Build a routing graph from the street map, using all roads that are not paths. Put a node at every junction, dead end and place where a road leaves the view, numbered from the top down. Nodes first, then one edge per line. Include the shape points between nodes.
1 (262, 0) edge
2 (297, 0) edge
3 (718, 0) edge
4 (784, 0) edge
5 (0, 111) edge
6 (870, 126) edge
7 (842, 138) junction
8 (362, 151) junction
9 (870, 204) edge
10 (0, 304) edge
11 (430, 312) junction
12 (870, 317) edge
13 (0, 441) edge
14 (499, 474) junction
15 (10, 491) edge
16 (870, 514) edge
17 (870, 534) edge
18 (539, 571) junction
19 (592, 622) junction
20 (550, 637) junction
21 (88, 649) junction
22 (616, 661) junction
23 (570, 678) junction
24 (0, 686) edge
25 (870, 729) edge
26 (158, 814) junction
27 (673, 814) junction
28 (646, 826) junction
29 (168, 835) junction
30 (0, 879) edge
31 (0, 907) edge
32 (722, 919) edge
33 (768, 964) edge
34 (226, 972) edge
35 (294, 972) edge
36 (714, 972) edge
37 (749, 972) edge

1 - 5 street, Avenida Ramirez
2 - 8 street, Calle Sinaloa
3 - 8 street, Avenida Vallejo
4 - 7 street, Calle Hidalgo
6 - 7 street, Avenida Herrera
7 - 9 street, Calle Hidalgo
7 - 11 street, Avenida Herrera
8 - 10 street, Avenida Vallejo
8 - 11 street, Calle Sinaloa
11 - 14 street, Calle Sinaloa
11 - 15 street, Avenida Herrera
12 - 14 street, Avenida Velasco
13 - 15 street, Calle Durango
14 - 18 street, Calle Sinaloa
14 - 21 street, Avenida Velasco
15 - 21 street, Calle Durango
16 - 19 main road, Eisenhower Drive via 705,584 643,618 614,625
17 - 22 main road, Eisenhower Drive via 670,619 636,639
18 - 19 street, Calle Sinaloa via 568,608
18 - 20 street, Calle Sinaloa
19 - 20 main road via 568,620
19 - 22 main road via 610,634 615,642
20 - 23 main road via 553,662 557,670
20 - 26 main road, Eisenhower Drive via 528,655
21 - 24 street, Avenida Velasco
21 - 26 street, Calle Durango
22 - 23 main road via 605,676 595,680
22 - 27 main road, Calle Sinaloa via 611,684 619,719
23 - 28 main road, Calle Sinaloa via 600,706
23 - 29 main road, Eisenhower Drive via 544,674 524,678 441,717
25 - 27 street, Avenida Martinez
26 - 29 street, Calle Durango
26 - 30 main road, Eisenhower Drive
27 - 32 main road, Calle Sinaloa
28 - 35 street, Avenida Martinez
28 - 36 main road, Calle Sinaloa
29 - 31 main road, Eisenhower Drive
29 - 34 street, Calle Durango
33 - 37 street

Assignment.
Every line above that holds the word "Eisenhower" should be copied out.

Written solution.
16 - 19 main road, Eisenhower Drive via 705,584 643,618 614,625
17 - 22 main road, Eisenhower Drive via 670,619 636,639
20 - 26 main road, Eisenhower Drive via 528,655
23 - 29 main road, Eisenhower Drive via 544,674 524,678 441,717
26 - 30 main road, Eisenhower Drive
29 - 31 main road, Eisenhower Drive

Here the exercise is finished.